Features & Specifications
- White color
- 4 GB flash drive
- Plays music and photo slide shows
- Holds up to 1000 songs
- Up to 4 hours of music with slide shows
- Holds up to 25,000 nano-viewable photos
- 1.5-inch bright LCD display
- 176 x 132 pixel resolution with blue/white LED backlight
- Apple Click Wheel
- Charges and syncs via USB
- Complete skip-free playback
- Up to 14 hours music playback with rechargeable battery
As you can see, the nano has some nice features, like a 1.5-inch LCD display, the ability to play music and show photos, and a rechargeable battery. The great styling and user interface is what attracts many buyers though. Check out the list of customizable settings below.
- Customize main menu
- Create multiple On-the-Go playlists
- Adjust audiobook playback speed
- Clicker playback through headphones
- Rate songs
- Shuffle songs or albums
- Repeat one or all
- Sound Check on or off
- 20 Equalizer settings
- Backlight timer
- Alarms on, off or silent
- Sleep timer
- Date and time
- Display time in menu bar
- Contacts sort and display by first or last names
- Clicker on or off
- Audio Support:
- AAC (16 to 320 Kbps)
- Protected AAC
- MP3 (16 to 320 Kbps)
- MP3 VBR, Audible (formats 2, 3 and 4)
- Apple Lossless
- Photo Support:
- Syncs iPod-viewable photos in JPEG, BMP, GIF, TIFF, PSD (Macs only) and PNG formats
- Unit Dimensions:
- 3.5 x 1.6 x 0.27-inches (H x W x D)
- Weight: 1.5 ounces
- Regulatory Approvals:
- PC Requirements:
- Windows 2000 with Service Pack 4 or Windows XP Home or XP Pro
- USB port
- Macintosh Requirements:
- Mac OS X v10.3.4 or later
- USB port
- More detailed specs…
More often than not, small things feel flimsy and cheap, but that’s not the case with the iPod nano. It feels like a very solid and high quality device, but it is not very scratch-resistant.

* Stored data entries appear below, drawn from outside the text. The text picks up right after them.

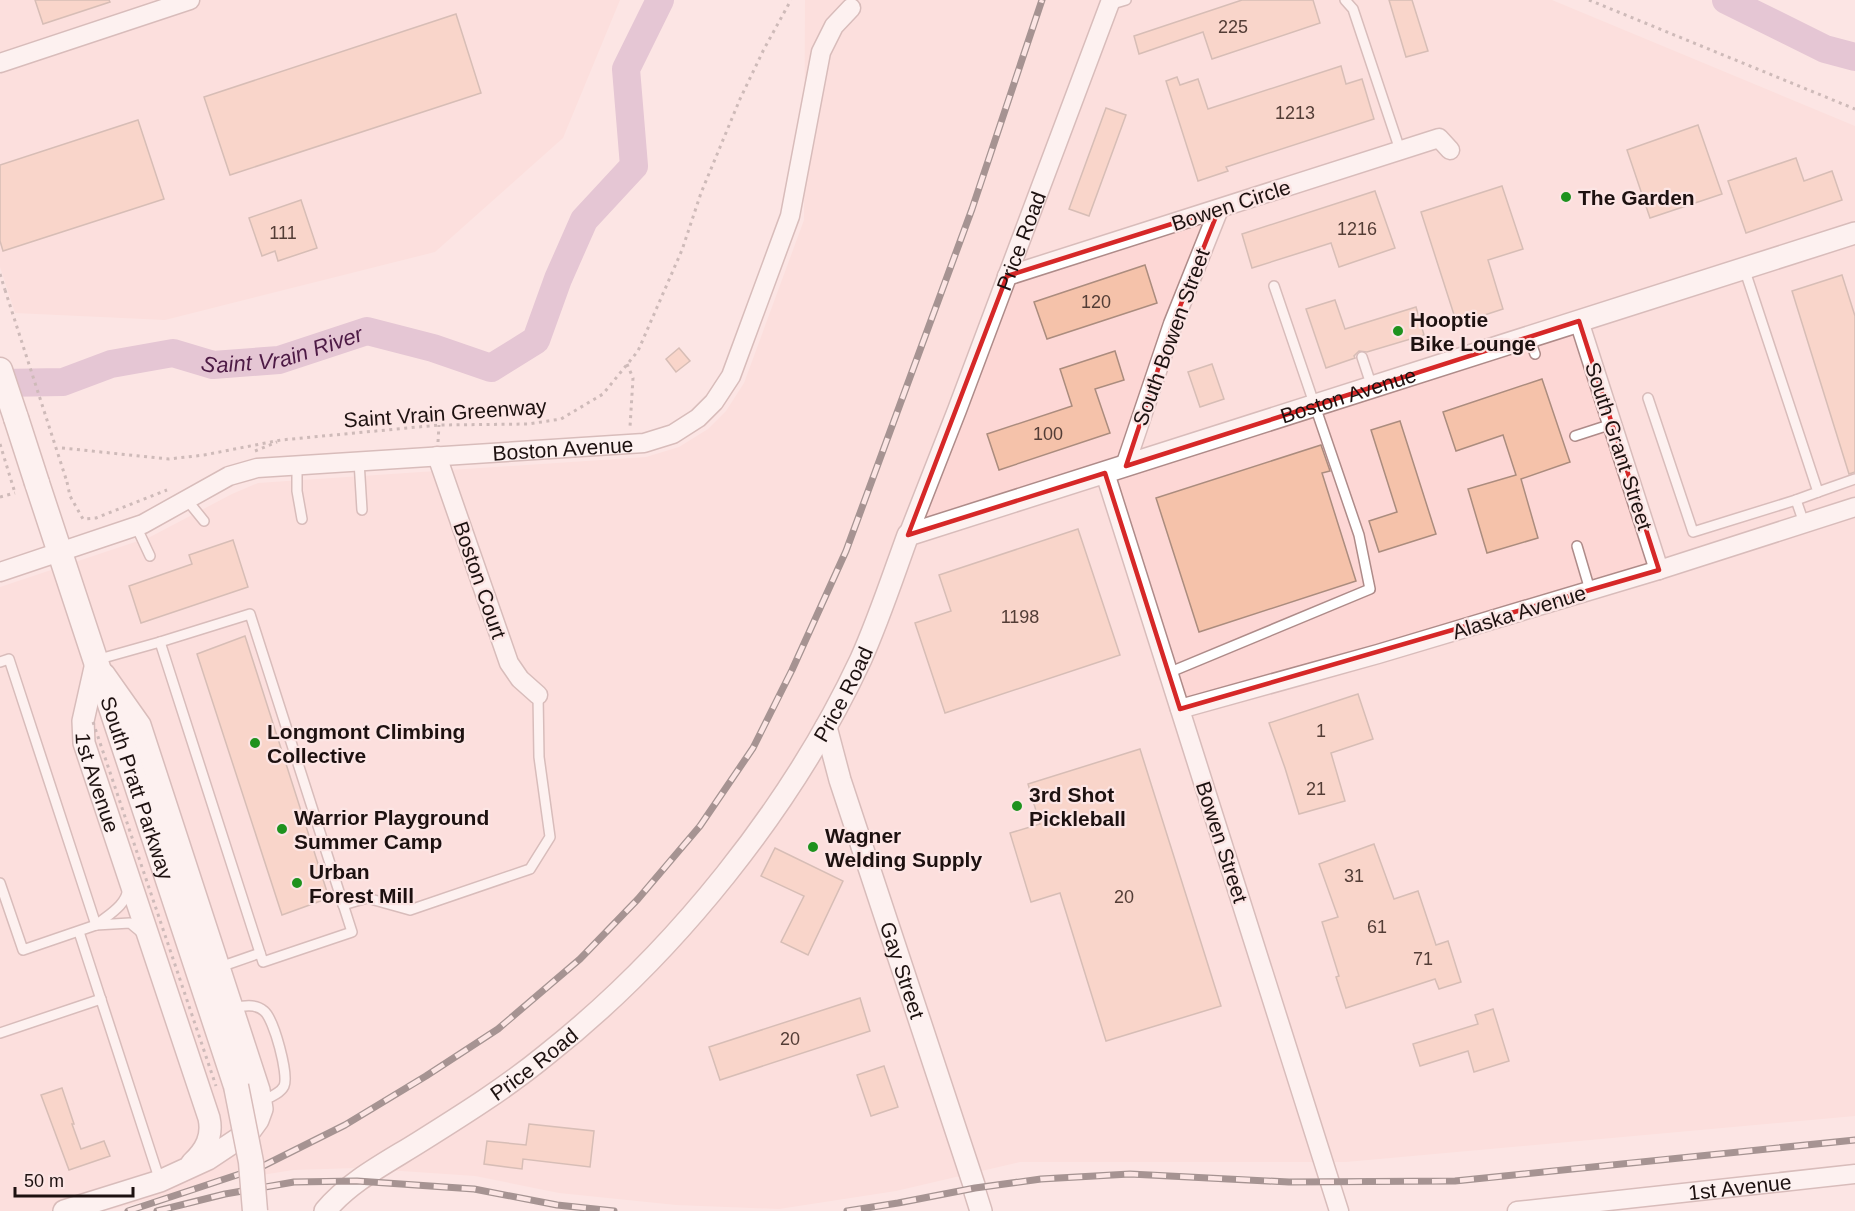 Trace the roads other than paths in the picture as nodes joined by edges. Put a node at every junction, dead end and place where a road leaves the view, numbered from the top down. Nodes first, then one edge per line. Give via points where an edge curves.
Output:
1 (190, 0) edge
2 (1345, 0) edge
3 (1116, 2) edge
4 (851, 8) dead end
5 (0, 63) edge
6 (1400, 150) junction
7 (1450, 150) dead end
8 (1219, 209) junction
9 (1855, 233) edge
10 (1744, 268) junction
11 (1007, 276) junction
12 (1274, 286) dead end
13 (1579, 321) junction
14 (1362, 357) dead end
15 (0, 370) edge
16 (1372, 387) junction
17 (1648, 398) dead end
18 (1314, 406) junction
19 (1612, 424) junction
20 (1575, 436) dead end
21 (437, 456) junction
22 (359, 461) junction
23 (297, 465) junction
24 (1125, 466) junction
25 (1105, 473) junction
26 (1855, 479) edge
27 (1818, 492) junction
28 (181, 493) junction
29 (1796, 500) junction
30 (1855, 507) edge
31 (362, 510) dead end
32 (302, 519) dead end
33 (204, 521) dead end
34 (1804, 524) junction
35 (136, 526) junction
36 (909, 535) junction
37 (1577, 546) dead end
38 (60, 552) junction
39 (150, 556) dead end
40 (1659, 570) junction
41 (0, 572) edge
42 (1590, 590) junction
43 (160, 642) junction
44 (0, 662) edge
45 (96, 662) junction
46 (1168, 673) junction
47 (538, 694) joint
48 (1180, 709) junction
49 (826, 727) junction
50 (128, 873) junction
51 (0, 882) edge
52 (343, 905) junction
53 (96, 925) junction
54 (79, 932) junction
55 (151, 939) junction
56 (260, 953) junction
57 (219, 967) junction
58 (101, 999) junction
59 (232, 1008) junction
60 (0, 1033) edge
61 (260, 1102) junction
62 (183, 1172) junction
63 (1854, 1177) edge
64 (160, 1181) junction
65 (1529, 1210) edge
66 (64, 1211) edge
67 (255, 1211) edge
68 (325, 1211) edge
69 (981, 1211) edge
70 (1339, 1211) edge

1 - 5 street
2 - 6 lane via 1353,9
3 - 11 street, Price Road
4 - 21 street, Boston Avenue via 834,26 821,52 790,216 731,376 714,402 673,434 644,442
6 - 7 street, Bowen Circle via 1439,138
6 - 8 street, Bowen Circle
8 - 11 street, Bowen Circle
8 - 24 street, South Bowen Street via 1173,324
9 - 10 street, Boston Avenue
10 - 13 street, Boston Avenue
10 - 27 lane
11 - 36 street, Price Road
12 - 18 lane
13 - 16 street, Boston Avenue via 1532,346
13 - 19 street, South Grant Street
14 - 16 lane
15 - 38 main road, South Pratt Parkway, bridge
16 - 18 street, Boston Avenue
17 - 29 lane via 1693,532
18 - 24 street, Boston Avenue
18 - 46 lane via 1359,536 1371,589
19 - 20 lane
19 - 40 street, South Grant Street
21 - 22 street, Boston Avenue
21 - 47 street, Boston Court via 509,663
22 - 23 street, Boston Avenue
22 - 31 lane
23 - 28 street, Boston Avenue via 257,468
23 - 32 lane
24 - 25 street, Boston Avenue
25 - 36 street, Boston Avenue
25 - 46 street, Bowen Street
26 - 27 lane
27 - 29 lane
28 - 33 lane
28 - 35 street, Boston Avenue
29 - 34 lane
30 - 34 street, Alaska Avenue
34 - 40 street, Alaska Avenue
35 - 38 street, Boston Avenue
35 - 39 lane
36 - 49 street, Price Road via 862,658
37 - 42 lane
38 - 41 street, Boston Avenue
38 - 45 main road, South Pratt Parkway
40 - 42 street, Alaska Avenue
42 - 48 street, Alaska Avenue
43 - 45 lane
43 - 52 lane via 250,614
43 - 56 lane
44 - 53 lane via 9,659
45 - 50 street, 1st Avenue via 83,721 84,743
45 - 57 street via 140,725
45 - 67 main road, South Pratt Parkway, bridge via 103,717 236,1086 251,1162
46 - 48 street, Bowen Street
47 - 52 lane via 538,757 550,837 530,869 410,910 367,898
48 - 70 street, Bowen Street
49 - 68 street, Price Road via 775,808 718,885 654,957 546,1056 481,1104 357,1181
49 - 69 street, Gay Street
50 - 53 lane via 128,892 123,903
50 - 55 street, 1st Avenue
51 - 54 lane via 23,950
52 - 56 lane via 352,932 263,962
53 - 54 lane
53 - 55 lane via 130,923
54 - 58 lane
55 - 62 street, 1st Avenue via 212,1130 207,1145
56 - 57 lane
57 - 59 street
58 - 60 lane
58 - 64 lane
59 - 61 street
59 - 61 lane via 247,1005 264,1010 271,1020 284,1087
61 - 62 street, 1st Avenue via 262,1109 250,1131
62 - 64 street, 1st Avenue
63 - 65 street, 1st Avenue
64 - 66 street, 1st Avenue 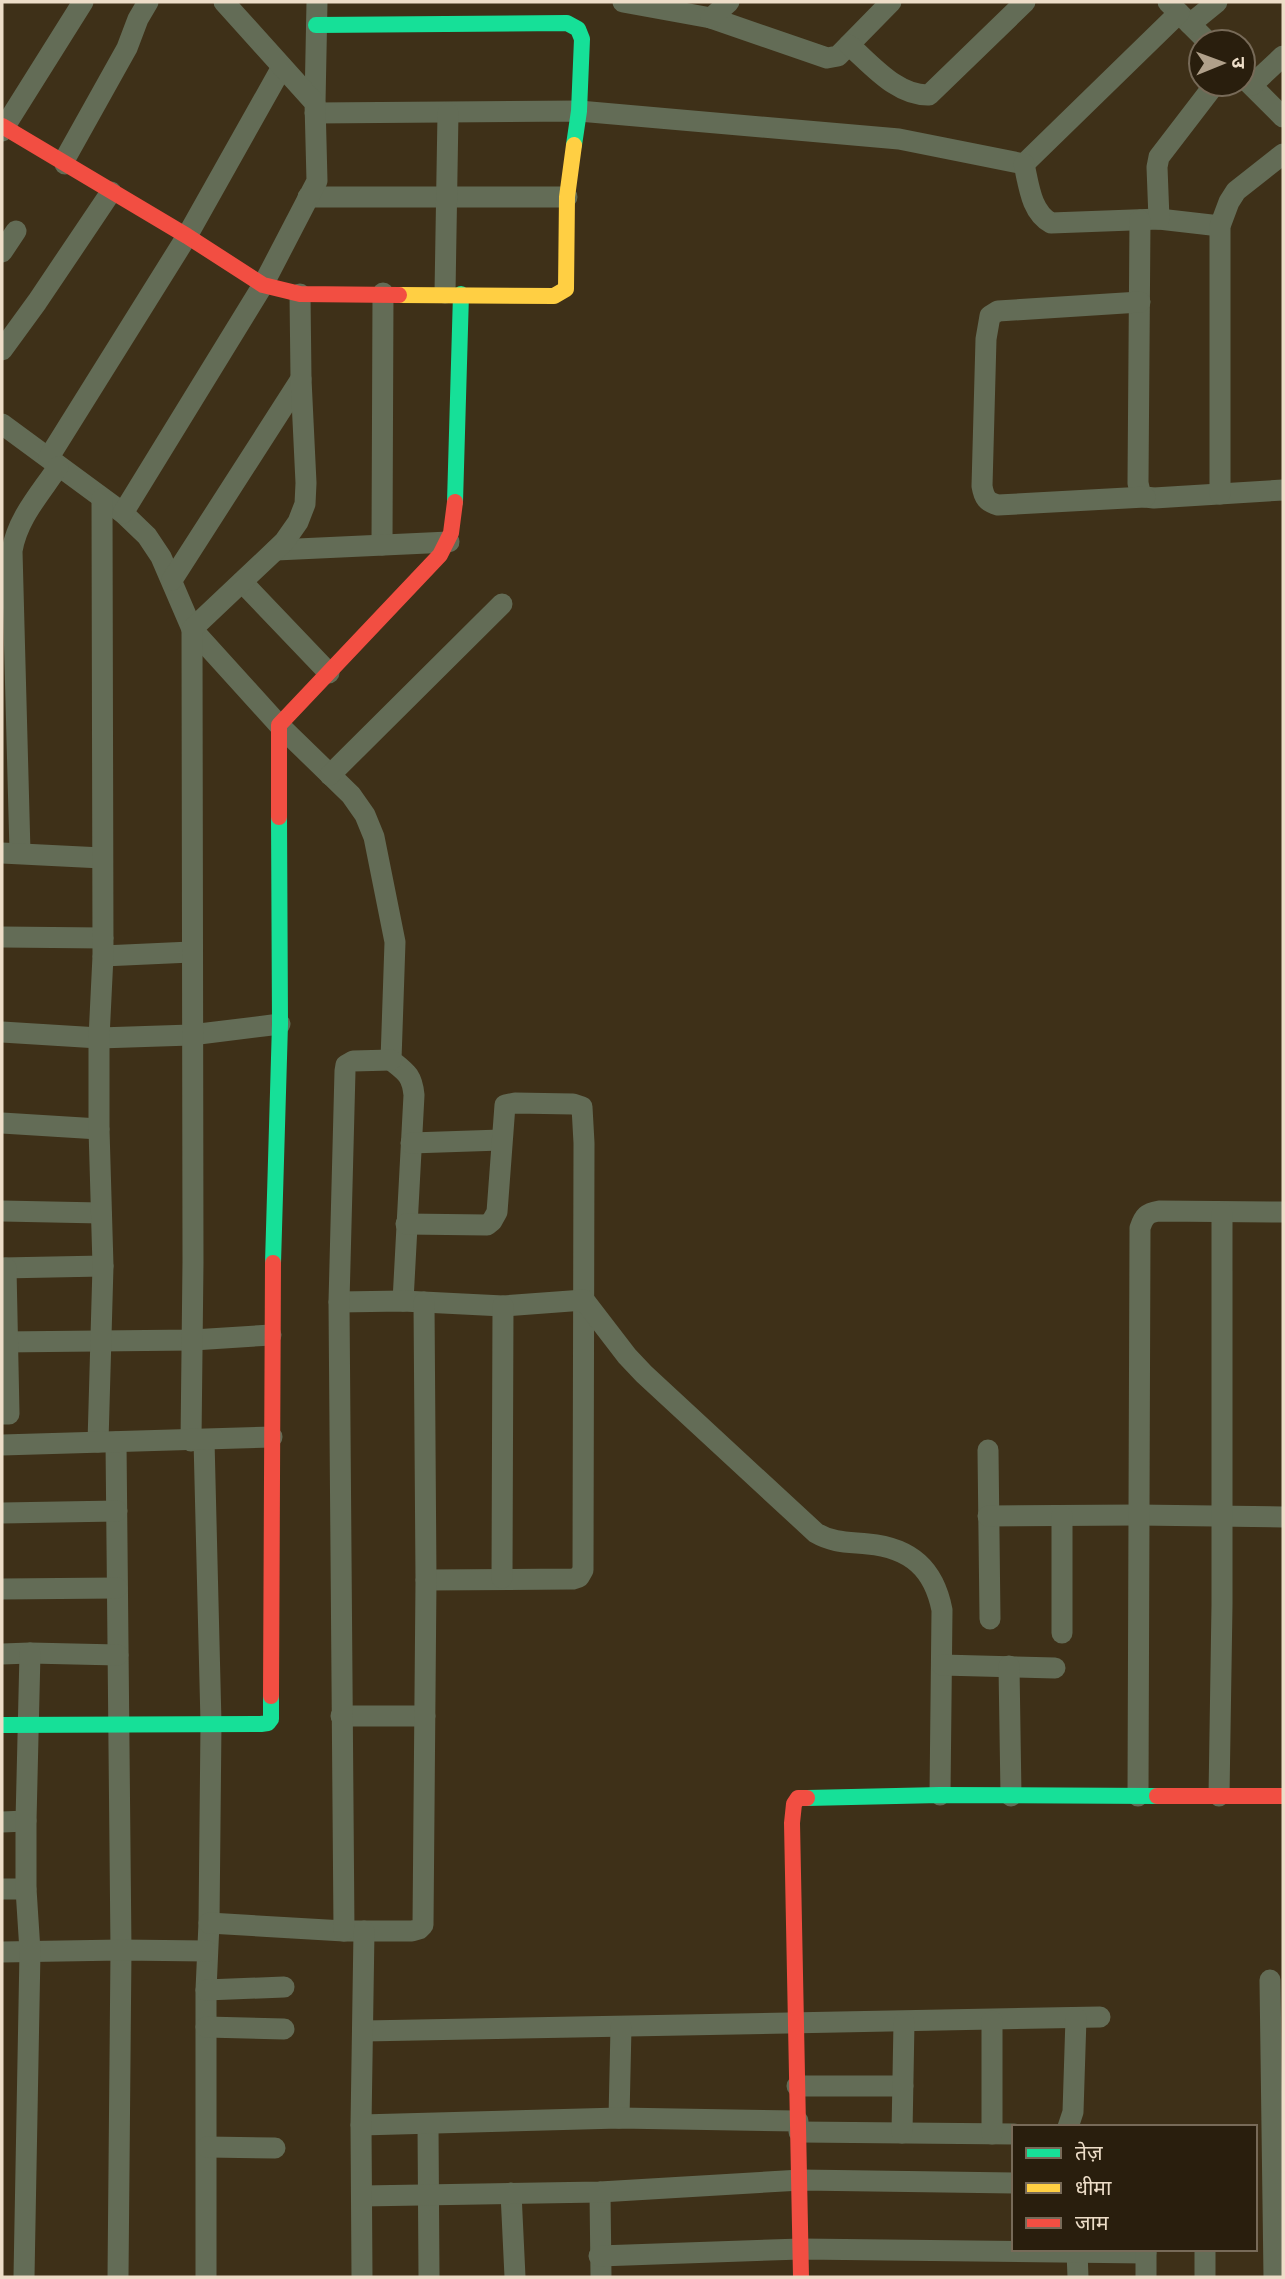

Apple packs the nano in a minimalist-style box that shows you exactly what can be found inside – a sleek little nano. The box includes the following items (for the 4GB white nano):
- iPod Nano 4GB white MP3 Player
- Quick Start Guide
- iPod + iTunes Software CD
- Electronic Features Guide (on iTunes CD)
- Earbud headphones
- Carrying case
- Pod dock adapter
- USB 2.0 cable
So far, so good. The packaging is great; I couldn’t wait to open up the box, check out the accessories and start playing with the nano. My first small disappointment came when I saw that the included carrying case is so simple. At this point, I see it as more of a storage case than a “using case” (meaning that you wouldn’t put the nano in this case while using it, but you might when storing it if you don’t have a better case). The case almost completely covers the nano, so you can’t even really use it while it’s in the case. Sadlly, this means that most people will immediately feel forced to purchase a new and much better case that will allow them to utilize, protect and store their nano. So, plan to spend $15-30 on a good case, depending on how you use the nano and what parts you want to protect.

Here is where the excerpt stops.